The slow fade of emotional or physical closeness has the power to demolish your once deep connection.
5. You Dream About Ending the Relationship
Any marriage will have its challenging moments – maybe after one of us loses a job, or loses a loved one, or is overwhelmed with responsibilities. But even with the chaos of life, we should be glad to face it all together, to have this person by our side.
When we’re in a headspace where we find ourselves fantasizing about our marriage coming to an end and romanticizing our newly single life – all the “freedom” we’d suddenly feel – this is a sure sign that all is not right and we’re in need of a professional’s guidance. Having moments of wishing our spouse would behave differently is different from wishing we weren’t with them at all.
6. You Can’t See or Find the Good in Them
There comes a point in every relationship when we’ve just gotten used to the other person; what was new and incredible or admirable about them is now part of our every day. This isn’t necessarily a bad thing, as long as we can still remember the good we always saw in them: their generosity, humor, thoughtfulness, shared values, or zest for life. To see the good in the other person and believe the best about them is key in continuing to deepen our love for them.
It’s when we aren’t even able to look at them with fondness, familiarity, or a charitable posture that we know our marriage isn’t what it should be. When we can’t see the good in our spouse, it’s undoubtedly time to get a trusted third party involved.
7. There’s Addiction Present
Our spouse’s moods and lifestyle have a greater effect on us than we might realize. When our spouse or we are displaying ill health, it’s bound to have some kind of consequences on the other.
Addiction will always hurt more people than just the person who’s addicted.

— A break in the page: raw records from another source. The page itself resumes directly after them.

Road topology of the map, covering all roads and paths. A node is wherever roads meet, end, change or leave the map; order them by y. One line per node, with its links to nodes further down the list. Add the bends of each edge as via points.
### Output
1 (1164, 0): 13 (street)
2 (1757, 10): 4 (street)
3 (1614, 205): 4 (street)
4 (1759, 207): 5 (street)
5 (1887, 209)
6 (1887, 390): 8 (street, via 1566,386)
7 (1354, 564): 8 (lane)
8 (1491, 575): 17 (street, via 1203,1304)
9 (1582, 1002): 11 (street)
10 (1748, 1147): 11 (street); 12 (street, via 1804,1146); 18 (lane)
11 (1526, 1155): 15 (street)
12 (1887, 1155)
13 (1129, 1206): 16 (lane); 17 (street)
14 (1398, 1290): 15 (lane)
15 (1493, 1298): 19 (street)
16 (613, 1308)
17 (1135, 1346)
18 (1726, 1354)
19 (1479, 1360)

Addiction, whether to alcohol, drugs, food, or anything else, will always hurt more people than just the person who’s addicted. And even if it seems like our spouse or we will be able to overcome the addiction without any kind of intervention, the fact that there was any addiction to begin with is a clear indication that help from a marriage counselor is desperately needed.
8. It Has Become Abusive
There’s fighting and bickering and battling, and then there’s abuse. The tricky thing about abuse is that it’s not always black and white – being physically abused and verbally abused will feel wildly different, even though they both still count as forms of abuse.

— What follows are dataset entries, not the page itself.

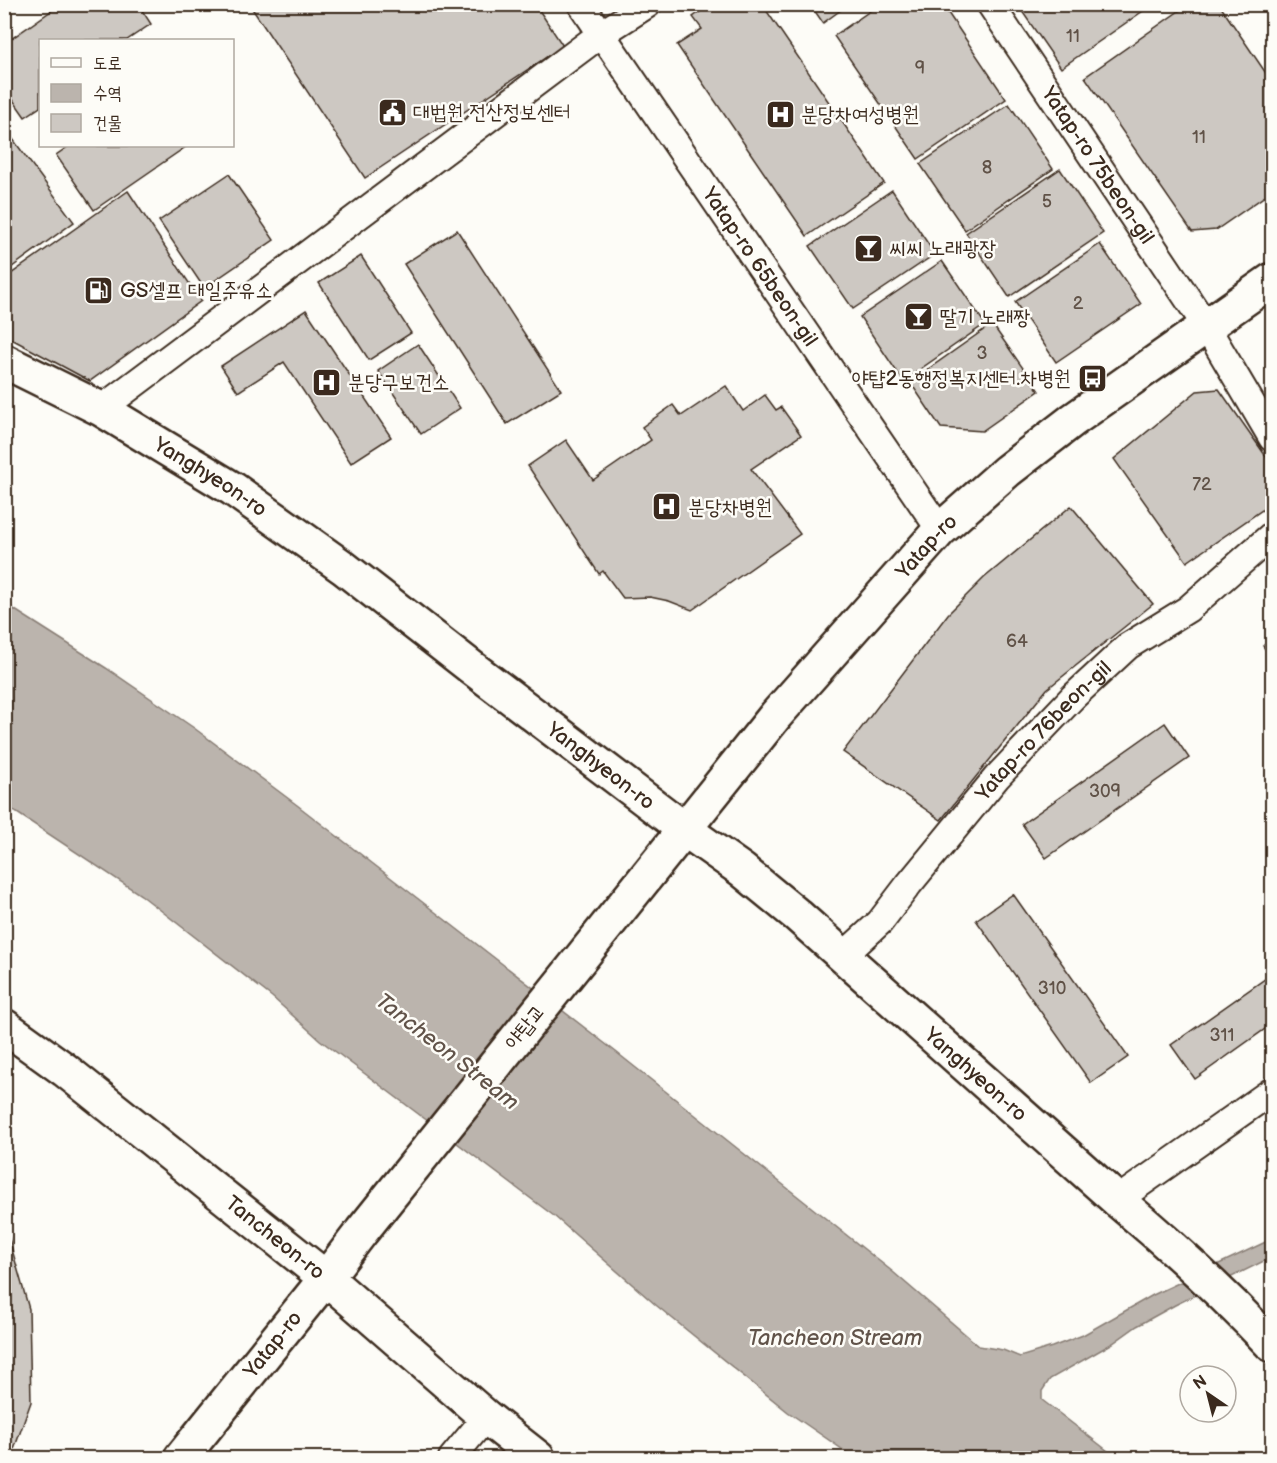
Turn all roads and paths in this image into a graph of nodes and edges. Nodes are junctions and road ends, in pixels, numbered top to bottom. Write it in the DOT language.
graph roads {
  1 [pos="581,4"];
  2 [pos="648,4"];
  3 [pos="990,4"];
  4 [pos="601,34"];
  5 [pos="1272,280"];
  6 [pos="1206,326"];
  7 [pos="4,361"];
  8 [pos="101,409"];
  9 [pos="1272,438"];
  10 [pos="940,530"];
  11 [pos="1272,535"];
  12 [pos="684,829"];
  13 [pos="643,879"];
  14 [pos="843,956"];
  15 [pos="4,1026"];
  16 [pos="1272,1091"];
  17 [pos="1117,1200"];
  18 [pos="362,1231"];
  19 [pos="326,1278"];
  20 [pos="1272,1345"];
  21 [pos="486,1417"];
  22 [pos="181,1458"];
  23 [pos="452,1458"];
  24 [pos="538,1458"];
  1 -- 4 [label="street, Yatap-ro 65beon-gil"];
  2 -- 4 [label="street"];
  3 -- 6 [label="street, Yatap-ro 75beon-gil"];
  4 -- 8 [label="street"];
  4 -- 10 [label="street, Yatap-ro 65beon-gil"];
  5 -- 6 [label="main road, Yatap-ro"];
  6 -- 9 [label="street"];
  6 -- 10 [label="main road, Yatap-ro"];
  7 -- 8 [label="main road, Yanghyeon-ro"];
  8 -- 12 [label="main road, Yanghyeon-ro"];
  10 -- 12 [label="main road, Yatap-ro"];
  11 -- 14 [label="street, Yatap-ro 76beon-gil"];
  12 -- 13 [label="main road, Yatap-ro"];
  12 -- 14 [label="main road, Yanghyeon-ro"];
  13 -- 18 [label="main road, 야탑교"];
  14 -- 17 [label="main road, Yanghyeon-ro"];
  15 -- 19 [label="main road, Tancheon-ro"];
  16 -- 17 [label="street"];
  17 -- 20 [label="main road, Yanghyeon-ro"];
  18 -- 19 [label="main road, Yatap-ro"];
  19 -- 21 [label="main road, Tancheon-ro"];
  19 -- 22 [label="main road, Yatap-ro"];
  21 -- 23 [label="street"];
  21 -- 24 [label="main road, Tancheon-ro"];
}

It can also be incredibly difficult to recognize abuse when it’s coming from someone we love – or when we ourselves are the ones being abusive. We might make excuses for them or ourselves, claiming the passion and heat of the moment got us carried away, that no one meant for it to get that far.
But if there’s even a shadow of a doubt, if we even have a moment of questioning if our or his actions have become abusive, we can’t put off getting help any longer. At that point, it’s a matter of safety rather than ironing out our differences.
9. One of You Was Unfaithful
Of course, the most basic principle agreed upon when we enter a marriage is that we’re committing to this person, and only this person. We’re giving up our right to break things off (at least in any swift manner) and agreeing to forsake all others.
The moment this promise is broken, years of trust and confidence have also been broken, and a wound that won’t heal quickly or effortlessly has been inflicted. The dynamic in our marriage has totally shifted from that point on. If our marriage has any hope of recovering from such a transgression, marriage counseling is essential.
Marriage counseling is incredibly beneficial and healing, even for marriages that haven’t suffered the worst wrongs. It’s best to pay attention to the smaller signs and rumblings of trouble and invest in our marriage by going to counseling before things reach a boiling point.